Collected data
—————
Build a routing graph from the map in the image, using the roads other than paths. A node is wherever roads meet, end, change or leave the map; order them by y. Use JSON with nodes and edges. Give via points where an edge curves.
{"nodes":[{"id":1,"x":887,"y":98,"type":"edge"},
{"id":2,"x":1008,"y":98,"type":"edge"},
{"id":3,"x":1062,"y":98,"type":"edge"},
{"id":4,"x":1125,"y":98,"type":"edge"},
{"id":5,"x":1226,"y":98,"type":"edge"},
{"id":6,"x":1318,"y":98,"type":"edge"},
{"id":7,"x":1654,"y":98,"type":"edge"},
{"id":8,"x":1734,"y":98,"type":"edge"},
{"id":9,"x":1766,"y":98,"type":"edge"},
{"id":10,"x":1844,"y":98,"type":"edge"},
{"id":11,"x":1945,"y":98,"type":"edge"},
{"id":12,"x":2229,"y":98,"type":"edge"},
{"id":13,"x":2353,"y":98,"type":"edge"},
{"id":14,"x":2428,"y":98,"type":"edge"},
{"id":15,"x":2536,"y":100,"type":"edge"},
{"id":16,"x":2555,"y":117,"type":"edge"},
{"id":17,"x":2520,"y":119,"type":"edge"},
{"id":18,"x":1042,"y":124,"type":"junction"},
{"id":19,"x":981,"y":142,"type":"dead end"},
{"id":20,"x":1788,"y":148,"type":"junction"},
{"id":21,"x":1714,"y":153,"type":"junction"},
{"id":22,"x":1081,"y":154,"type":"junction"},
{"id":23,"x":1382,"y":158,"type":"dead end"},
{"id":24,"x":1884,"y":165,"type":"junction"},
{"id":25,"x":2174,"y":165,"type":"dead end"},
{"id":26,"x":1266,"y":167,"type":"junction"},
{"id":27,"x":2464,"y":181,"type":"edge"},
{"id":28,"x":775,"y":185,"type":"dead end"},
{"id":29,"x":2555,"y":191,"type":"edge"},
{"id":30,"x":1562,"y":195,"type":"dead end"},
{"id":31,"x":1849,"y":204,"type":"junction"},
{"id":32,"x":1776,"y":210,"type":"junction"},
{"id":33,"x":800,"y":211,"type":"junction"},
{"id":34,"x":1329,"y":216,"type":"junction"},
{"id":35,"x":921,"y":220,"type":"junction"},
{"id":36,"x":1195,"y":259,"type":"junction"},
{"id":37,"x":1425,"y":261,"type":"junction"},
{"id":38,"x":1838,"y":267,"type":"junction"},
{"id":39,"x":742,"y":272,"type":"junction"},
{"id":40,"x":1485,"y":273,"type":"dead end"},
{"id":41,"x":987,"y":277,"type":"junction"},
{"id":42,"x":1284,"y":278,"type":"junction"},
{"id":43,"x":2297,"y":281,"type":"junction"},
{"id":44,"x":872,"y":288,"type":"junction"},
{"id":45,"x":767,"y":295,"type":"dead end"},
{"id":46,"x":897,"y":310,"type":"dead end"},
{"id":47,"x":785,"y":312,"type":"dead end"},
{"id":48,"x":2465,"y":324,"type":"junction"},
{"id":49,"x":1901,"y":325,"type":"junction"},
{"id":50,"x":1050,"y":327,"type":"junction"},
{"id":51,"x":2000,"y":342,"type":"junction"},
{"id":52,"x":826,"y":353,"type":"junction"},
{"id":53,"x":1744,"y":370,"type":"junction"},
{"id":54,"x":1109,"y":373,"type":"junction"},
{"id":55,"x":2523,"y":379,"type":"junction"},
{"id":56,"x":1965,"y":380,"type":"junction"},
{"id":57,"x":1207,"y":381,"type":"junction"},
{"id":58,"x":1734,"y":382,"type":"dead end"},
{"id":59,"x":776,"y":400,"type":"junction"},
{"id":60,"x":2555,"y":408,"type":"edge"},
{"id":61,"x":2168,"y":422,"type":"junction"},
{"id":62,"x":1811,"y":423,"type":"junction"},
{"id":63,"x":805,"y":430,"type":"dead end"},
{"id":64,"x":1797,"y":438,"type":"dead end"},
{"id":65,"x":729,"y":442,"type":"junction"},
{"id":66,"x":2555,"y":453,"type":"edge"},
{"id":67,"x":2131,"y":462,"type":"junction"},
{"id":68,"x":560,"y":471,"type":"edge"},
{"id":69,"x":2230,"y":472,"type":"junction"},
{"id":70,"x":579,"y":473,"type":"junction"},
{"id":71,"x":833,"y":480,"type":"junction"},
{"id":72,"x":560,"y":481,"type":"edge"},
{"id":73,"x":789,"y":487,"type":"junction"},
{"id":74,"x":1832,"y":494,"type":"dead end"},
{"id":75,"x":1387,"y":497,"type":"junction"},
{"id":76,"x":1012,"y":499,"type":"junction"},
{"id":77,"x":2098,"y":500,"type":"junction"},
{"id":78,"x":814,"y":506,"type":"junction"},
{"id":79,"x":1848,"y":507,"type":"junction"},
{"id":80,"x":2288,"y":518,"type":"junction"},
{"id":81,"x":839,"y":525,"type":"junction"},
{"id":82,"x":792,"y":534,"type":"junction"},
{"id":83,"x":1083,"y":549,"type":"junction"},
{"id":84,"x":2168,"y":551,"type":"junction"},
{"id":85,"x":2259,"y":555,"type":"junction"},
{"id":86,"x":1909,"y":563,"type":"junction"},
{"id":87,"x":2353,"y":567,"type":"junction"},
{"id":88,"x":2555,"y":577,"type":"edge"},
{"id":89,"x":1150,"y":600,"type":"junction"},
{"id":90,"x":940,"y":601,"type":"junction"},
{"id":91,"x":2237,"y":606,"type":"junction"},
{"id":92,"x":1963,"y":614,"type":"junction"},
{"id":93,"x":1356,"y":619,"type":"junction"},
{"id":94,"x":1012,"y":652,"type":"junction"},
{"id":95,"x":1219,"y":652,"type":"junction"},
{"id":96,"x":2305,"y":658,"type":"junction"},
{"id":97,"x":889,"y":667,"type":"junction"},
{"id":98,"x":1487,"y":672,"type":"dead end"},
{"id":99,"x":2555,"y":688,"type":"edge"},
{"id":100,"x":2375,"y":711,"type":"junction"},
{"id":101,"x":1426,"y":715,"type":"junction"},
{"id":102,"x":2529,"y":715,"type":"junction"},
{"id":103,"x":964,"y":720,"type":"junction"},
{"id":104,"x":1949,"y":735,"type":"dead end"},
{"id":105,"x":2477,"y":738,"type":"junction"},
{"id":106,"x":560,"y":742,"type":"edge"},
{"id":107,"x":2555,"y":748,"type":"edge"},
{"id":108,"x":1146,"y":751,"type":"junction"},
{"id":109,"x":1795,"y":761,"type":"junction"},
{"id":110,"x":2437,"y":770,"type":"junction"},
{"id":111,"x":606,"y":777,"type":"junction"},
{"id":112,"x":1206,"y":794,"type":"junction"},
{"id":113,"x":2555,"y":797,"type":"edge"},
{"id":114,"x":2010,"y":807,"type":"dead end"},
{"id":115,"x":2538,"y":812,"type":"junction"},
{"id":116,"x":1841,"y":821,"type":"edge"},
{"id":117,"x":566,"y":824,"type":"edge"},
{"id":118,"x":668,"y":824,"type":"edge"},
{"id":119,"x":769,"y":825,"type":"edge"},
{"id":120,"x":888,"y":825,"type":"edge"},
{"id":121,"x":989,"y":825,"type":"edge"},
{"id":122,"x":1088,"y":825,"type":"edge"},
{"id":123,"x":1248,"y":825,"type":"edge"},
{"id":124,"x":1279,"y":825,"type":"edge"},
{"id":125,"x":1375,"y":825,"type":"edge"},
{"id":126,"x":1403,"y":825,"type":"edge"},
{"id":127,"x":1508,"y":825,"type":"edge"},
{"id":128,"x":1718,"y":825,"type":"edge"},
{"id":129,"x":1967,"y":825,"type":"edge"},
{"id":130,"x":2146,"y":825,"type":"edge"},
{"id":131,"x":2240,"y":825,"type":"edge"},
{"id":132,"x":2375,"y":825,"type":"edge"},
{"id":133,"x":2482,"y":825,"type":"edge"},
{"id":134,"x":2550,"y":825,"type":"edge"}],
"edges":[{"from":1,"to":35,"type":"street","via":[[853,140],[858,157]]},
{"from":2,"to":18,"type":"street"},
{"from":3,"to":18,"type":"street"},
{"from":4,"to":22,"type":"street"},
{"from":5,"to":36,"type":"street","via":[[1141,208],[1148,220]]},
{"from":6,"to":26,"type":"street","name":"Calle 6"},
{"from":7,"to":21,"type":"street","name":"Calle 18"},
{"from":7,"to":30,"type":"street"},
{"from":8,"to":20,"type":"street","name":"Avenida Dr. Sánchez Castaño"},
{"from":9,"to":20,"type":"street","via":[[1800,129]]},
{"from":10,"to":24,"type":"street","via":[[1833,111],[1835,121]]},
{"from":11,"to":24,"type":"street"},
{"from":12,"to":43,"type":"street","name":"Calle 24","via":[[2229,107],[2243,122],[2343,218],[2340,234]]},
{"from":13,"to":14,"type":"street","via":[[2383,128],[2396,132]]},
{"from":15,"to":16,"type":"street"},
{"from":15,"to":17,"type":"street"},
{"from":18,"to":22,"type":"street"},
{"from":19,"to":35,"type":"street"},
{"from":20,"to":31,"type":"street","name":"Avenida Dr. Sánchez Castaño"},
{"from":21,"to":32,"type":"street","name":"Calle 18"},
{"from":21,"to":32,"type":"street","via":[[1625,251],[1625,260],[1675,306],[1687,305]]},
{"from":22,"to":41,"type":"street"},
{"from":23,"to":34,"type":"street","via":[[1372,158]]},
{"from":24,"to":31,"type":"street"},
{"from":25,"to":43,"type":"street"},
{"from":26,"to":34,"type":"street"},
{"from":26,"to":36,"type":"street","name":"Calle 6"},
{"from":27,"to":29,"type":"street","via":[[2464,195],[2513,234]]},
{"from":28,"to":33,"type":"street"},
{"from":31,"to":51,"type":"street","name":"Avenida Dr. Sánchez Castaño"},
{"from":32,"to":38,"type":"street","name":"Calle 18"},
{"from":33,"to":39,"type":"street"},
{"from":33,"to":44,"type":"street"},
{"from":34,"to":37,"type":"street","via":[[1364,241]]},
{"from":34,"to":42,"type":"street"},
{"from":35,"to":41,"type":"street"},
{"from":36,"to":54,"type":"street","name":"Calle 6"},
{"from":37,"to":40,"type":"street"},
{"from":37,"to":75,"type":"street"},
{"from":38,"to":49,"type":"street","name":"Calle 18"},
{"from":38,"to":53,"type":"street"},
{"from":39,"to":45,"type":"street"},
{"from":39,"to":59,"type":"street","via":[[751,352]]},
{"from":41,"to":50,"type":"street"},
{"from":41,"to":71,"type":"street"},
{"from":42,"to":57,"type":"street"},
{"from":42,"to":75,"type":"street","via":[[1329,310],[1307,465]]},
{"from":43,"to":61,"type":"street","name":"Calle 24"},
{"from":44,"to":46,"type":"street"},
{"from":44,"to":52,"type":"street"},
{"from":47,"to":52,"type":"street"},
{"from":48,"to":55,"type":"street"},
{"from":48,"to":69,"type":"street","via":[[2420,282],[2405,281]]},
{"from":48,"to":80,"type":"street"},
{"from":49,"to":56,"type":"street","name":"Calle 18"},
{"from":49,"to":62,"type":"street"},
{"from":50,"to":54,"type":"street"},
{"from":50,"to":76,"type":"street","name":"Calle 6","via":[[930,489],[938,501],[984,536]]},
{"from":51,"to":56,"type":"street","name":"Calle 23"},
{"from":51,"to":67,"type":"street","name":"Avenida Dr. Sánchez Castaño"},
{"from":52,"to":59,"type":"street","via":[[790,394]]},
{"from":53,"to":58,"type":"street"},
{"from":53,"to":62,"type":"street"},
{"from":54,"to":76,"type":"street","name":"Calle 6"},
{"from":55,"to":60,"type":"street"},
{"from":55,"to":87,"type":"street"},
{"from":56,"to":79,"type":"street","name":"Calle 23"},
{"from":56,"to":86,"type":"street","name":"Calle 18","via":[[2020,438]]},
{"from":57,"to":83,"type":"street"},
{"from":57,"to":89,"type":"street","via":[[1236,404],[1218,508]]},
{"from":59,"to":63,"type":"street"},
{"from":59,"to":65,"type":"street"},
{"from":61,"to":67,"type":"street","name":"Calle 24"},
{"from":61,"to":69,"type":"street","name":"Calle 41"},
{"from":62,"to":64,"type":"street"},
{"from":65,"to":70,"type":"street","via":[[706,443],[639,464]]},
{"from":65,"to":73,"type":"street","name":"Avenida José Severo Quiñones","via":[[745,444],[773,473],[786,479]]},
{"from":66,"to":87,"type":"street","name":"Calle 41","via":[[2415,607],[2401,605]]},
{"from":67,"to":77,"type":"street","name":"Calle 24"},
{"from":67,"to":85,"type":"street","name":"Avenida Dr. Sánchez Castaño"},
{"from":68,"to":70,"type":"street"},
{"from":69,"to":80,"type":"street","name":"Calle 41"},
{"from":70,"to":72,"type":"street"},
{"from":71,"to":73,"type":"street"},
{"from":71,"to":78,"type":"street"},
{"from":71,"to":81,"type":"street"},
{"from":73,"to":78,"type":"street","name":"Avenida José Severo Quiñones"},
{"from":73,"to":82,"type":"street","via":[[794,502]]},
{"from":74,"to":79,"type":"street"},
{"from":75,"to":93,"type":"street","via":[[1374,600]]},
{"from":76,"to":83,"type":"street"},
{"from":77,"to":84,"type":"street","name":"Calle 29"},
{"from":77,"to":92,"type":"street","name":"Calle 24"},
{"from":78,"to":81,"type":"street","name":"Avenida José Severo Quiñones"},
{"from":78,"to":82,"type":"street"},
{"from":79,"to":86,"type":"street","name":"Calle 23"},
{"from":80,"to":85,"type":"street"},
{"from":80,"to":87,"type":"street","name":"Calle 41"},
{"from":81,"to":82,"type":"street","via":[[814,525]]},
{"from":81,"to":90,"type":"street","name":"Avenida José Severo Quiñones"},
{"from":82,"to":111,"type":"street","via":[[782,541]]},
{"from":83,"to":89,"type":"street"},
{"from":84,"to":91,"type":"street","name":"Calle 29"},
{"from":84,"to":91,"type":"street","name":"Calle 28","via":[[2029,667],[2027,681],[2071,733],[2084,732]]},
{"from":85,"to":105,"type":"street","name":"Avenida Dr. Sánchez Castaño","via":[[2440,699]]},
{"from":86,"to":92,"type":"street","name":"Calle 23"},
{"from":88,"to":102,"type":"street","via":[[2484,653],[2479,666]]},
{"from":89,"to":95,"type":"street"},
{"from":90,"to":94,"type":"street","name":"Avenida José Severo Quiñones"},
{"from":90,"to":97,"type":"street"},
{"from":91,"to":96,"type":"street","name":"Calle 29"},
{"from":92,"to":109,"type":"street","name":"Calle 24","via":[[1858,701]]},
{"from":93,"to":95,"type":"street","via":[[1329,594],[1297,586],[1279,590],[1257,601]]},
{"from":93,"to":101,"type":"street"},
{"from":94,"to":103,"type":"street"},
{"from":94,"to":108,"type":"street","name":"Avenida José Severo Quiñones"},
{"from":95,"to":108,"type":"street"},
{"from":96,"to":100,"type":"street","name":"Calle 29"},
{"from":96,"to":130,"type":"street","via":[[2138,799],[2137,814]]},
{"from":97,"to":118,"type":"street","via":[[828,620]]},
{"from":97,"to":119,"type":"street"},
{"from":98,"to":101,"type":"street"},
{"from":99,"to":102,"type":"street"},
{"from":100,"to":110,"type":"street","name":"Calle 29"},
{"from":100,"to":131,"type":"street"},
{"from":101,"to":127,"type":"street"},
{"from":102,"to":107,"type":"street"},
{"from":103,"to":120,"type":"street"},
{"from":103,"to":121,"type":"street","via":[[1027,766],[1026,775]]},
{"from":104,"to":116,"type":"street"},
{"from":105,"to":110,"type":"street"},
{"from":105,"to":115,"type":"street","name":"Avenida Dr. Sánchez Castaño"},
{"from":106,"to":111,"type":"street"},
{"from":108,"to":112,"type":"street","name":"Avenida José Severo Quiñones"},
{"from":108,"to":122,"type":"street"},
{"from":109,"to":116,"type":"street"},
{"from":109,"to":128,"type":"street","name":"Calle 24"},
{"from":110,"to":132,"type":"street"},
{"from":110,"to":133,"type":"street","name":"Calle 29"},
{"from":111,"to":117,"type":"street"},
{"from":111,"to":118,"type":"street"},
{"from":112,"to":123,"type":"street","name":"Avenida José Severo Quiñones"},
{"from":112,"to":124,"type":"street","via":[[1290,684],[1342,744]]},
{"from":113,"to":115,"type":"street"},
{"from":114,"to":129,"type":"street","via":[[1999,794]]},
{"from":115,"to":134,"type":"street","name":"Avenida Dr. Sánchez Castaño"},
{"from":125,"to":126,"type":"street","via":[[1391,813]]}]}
—————
Problem to work on
Every line above that holds the string "Quiñones" should be copied out.

Response to the task
{"from":65,"to":73,"type":"street","name":"Avenida José Severo Quiñones","via":[[745,444],[773,473],[786,479]]},
{"from":73,"to":78,"type":"street","name":"Avenida José Severo Quiñones"},
{"from":78,"to":81,"type":"street","name":"Avenida José Severo Quiñones"},
{"from":81,"to":90,"type":"street","name":"Avenida José Severo Quiñones"},
{"from":90,"to":94,"type":"street","name":"Avenida José Severo Quiñones"},
{"from":94,"to":108,"type":"street","name":"Avenida José Severo Quiñones"},
{"from":108,"to":112,"type":"street","name":"Avenida José Severo Quiñones"},
{"from":112,"to":123,"type":"street","name":"Avenida José Severo Quiñones"},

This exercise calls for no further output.